Problem details: Print each record exactly, with no word added or removed.

Saved data entries
______

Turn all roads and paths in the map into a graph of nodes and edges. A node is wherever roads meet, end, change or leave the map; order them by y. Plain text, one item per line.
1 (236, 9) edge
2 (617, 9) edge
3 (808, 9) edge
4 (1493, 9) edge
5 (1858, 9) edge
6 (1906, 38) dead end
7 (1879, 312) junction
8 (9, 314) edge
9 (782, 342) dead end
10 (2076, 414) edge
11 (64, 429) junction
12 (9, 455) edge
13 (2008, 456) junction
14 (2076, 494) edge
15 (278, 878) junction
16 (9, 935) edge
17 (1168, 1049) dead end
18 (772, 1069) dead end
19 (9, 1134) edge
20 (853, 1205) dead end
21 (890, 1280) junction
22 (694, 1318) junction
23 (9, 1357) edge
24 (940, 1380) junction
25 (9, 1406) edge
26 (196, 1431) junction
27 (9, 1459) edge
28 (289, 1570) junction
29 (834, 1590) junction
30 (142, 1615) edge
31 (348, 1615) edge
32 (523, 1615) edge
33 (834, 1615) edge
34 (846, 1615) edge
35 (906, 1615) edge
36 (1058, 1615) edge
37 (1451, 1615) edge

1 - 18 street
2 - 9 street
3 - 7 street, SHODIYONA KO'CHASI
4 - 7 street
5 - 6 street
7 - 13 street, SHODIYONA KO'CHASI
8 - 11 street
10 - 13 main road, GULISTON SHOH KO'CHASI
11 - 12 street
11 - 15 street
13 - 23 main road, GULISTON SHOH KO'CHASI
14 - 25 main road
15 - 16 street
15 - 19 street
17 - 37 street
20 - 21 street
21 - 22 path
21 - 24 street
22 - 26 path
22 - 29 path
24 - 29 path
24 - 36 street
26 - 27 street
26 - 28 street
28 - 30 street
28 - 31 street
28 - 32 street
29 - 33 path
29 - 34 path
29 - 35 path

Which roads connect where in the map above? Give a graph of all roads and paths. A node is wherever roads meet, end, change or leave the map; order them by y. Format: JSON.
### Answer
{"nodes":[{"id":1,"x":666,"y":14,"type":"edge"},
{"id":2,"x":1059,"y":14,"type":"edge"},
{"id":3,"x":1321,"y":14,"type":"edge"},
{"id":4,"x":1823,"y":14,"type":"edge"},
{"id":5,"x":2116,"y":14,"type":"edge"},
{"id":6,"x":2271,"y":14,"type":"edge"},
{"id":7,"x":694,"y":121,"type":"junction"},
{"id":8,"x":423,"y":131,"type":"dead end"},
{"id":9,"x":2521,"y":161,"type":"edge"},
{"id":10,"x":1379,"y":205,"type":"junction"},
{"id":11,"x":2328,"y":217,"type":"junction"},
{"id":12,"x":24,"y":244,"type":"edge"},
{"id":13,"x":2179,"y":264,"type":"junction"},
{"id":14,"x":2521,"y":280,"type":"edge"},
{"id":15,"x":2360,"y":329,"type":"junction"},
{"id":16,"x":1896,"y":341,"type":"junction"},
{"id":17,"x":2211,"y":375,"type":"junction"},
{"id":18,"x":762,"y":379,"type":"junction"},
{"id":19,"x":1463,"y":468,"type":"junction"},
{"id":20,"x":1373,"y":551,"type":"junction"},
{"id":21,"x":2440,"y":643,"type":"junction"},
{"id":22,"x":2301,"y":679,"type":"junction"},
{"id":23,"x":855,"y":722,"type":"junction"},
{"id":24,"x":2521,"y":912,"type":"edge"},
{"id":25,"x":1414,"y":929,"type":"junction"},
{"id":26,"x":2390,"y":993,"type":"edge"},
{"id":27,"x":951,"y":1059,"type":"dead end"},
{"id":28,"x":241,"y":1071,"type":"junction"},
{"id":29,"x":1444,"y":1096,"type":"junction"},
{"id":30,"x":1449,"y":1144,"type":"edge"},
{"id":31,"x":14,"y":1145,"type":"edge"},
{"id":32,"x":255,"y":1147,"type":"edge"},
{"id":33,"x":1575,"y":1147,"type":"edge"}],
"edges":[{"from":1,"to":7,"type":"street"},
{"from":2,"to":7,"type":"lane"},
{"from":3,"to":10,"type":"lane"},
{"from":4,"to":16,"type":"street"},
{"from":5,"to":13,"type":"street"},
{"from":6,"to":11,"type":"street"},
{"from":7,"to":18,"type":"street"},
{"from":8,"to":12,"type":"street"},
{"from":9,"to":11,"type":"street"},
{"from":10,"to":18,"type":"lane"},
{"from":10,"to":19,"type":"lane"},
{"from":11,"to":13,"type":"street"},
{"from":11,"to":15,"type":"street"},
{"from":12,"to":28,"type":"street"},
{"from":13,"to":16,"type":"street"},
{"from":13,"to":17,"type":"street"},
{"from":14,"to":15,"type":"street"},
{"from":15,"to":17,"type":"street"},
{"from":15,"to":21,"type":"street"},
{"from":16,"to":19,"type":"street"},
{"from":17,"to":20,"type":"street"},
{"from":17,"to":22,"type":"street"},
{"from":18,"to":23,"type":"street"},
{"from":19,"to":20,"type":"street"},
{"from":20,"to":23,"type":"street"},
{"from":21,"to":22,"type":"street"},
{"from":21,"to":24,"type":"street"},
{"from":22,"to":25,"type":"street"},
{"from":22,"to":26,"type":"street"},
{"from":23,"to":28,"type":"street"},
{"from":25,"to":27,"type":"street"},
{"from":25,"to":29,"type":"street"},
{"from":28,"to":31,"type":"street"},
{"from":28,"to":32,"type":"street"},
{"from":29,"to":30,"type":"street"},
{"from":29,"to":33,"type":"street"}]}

______

Task answer:
Turn all roads and paths in the map into a graph of nodes and edges. A node is wherever roads meet, end, change or leave the map; order them by y. Plain text, one item per line.
1 (236, 9) edge
2 (617, 9) edge
3 (808, 9) edge
4 (1493, 9) edge
5 (1858, 9) edge
6 (1906, 38) dead end
7 (1879, 312) junction
8 (9, 314) edge
9 (782, 342) dead end
10 (2076, 414) edge
11 (64, 429) junction
12 (9, 455) edge
13 (2008, 456) junction
14 (2076, 494) edge
15 (278, 878) junction
16 (9, 935) edge
17 (1168, 1049) dead end
18 (772, 1069) dead end
19 (9, 1134) edge
20 (853, 1205) dead end
21 (890, 1280) junction
22 (694, 1318) junction
23 (9, 1357) edge
24 (940, 1380) junction
25 (9, 1406) edge
26 (196, 1431) junction
27 (9, 1459) edge
28 (289, 1570) junction
29 (834, 1590) junction
30 (142, 1615) edge
31 (348, 1615) edge
32 (523, 1615) edge
33 (834, 1615) edge
34 (846, 1615) edge
35 (906, 1615) edge
36 (1058, 1615) edge
37 (1451, 1615) edge

1 - 18 street
2 - 9 street
3 - 7 street, SHODIYONA KO'CHASI
4 - 7 street
5 - 6 street
7 - 13 street, SHODIYONA KO'CHASI
8 - 11 street
10 - 13 main road, GULISTON SHOH KO'CHASI
11 - 12 street
11 - 15 street
13 - 23 main road, GULISTON SHOH KO'CHASI
14 - 25 main road
15 - 16 street
15 - 19 street
17 - 37 street
20 - 21 street
21 - 22 path
21 - 24 street
22 - 26 path
22 - 29 path
24 - 29 path
24 - 36 street
26 - 27 street
26 - 28 street
28 - 30 street
28 - 31 street
28 - 32 street
29 - 33 path
29 - 34 path
29 - 35 path

Which roads connect where in the map above? Give a graph of all roads and paths. A node is wherever roads meet, end, change or leave the map; order them by y. Format: JSON.
### Answer
{"nodes":[{"id":1,"x":666,"y":14,"type":"edge"},
{"id":2,"x":1059,"y":14,"type":"edge"},
{"id":3,"x":1321,"y":14,"type":"edge"},
{"id":4,"x":1823,"y":14,"type":"edge"},
{"id":5,"x":2116,"y":14,"type":"edge"},
{"id":6,"x":2271,"y":14,"type":"edge"},
{"id":7,"x":694,"y":121,"type":"junction"},
{"id":8,"x":423,"y":131,"type":"dead end"},
{"id":9,"x":2521,"y":161,"type":"edge"},
{"id":10,"x":1379,"y":205,"type":"junction"},
{"id":11,"x":2328,"y":217,"type":"junction"},
{"id":12,"x":24,"y":244,"type":"edge"},
{"id":13,"x":2179,"y":264,"type":"junction"},
{"id":14,"x":2521,"y":280,"type":"edge"},
{"id":15,"x":2360,"y":329,"type":"junction"},
{"id":16,"x":1896,"y":341,"type":"junction"},
{"id":17,"x":2211,"y":375,"type":"junction"},
{"id":18,"x":762,"y":379,"type":"junction"},
{"id":19,"x":1463,"y":468,"type":"junction"},
{"id":20,"x":1373,"y":551,"type":"junction"},
{"id":21,"x":2440,"y":643,"type":"junction"},
{"id":22,"x":2301,"y":679,"type":"junction"},
{"id":23,"x":855,"y":722,"type":"junction"},
{"id":24,"x":2521,"y":912,"type":"edge"},
{"id":25,"x":1414,"y":929,"type":"junction"},
{"id":26,"x":2390,"y":993,"type":"edge"},
{"id":27,"x":951,"y":1059,"type":"dead end"},
{"id":28,"x":241,"y":1071,"type":"junction"},
{"id":29,"x":1444,"y":1096,"type":"junction"},
{"id":30,"x":1449,"y":1144,"type":"edge"},
{"id":31,"x":14,"y":1145,"type":"edge"},
{"id":32,"x":255,"y":1147,"type":"edge"},
{"id":33,"x":1575,"y":1147,"type":"edge"}],
"edges":[{"from":1,"to":7,"type":"street"},
{"from":2,"to":7,"type":"lane"},
{"from":3,"to":10,"type":"lane"},
{"from":4,"to":16,"type":"street"},
{"from":5,"to":13,"type":"street"},
{"from":6,"to":11,"type":"street"},
{"from":7,"to":18,"type":"street"},
{"from":8,"to":12,"type":"street"},
{"from":9,"to":11,"type":"street"},
{"from":10,"to":18,"type":"lane"},
{"from":10,"to":19,"type":"lane"},
{"from":11,"to":13,"type":"street"},
{"from":11,"to":15,"type":"street"},
{"from":12,"to":28,"type":"street"},
{"from":13,"to":16,"type":"street"},
{"from":13,"to":17,"type":"street"},
{"from":14,"to":15,"type":"street"},
{"from":15,"to":17,"type":"street"},
{"from":15,"to":21,"type":"street"},
{"from":16,"to":19,"type":"street"},
{"from":17,"to":20,"type":"street"},
{"from":17,"to":22,"type":"street"},
{"from":18,"to":23,"type":"street"},
{"from":19,"to":20,"type":"street"},
{"from":20,"to":23,"type":"street"},
{"from":21,"to":22,"type":"street"},
{"from":21,"to":24,"type":"street"},
{"from":22,"to":25,"type":"street"},
{"from":22,"to":26,"type":"street"},
{"from":23,"to":28,"type":"street"},
{"from":25,"to":27,"type":"street"},
{"from":25,"to":29,"type":"street"},
{"from":28,"to":31,"type":"street"},
{"from":28,"to":32,"type":"street"},
{"from":29,"to":30,"type":"street"},
{"from":29,"to":33,"type":"street"}]}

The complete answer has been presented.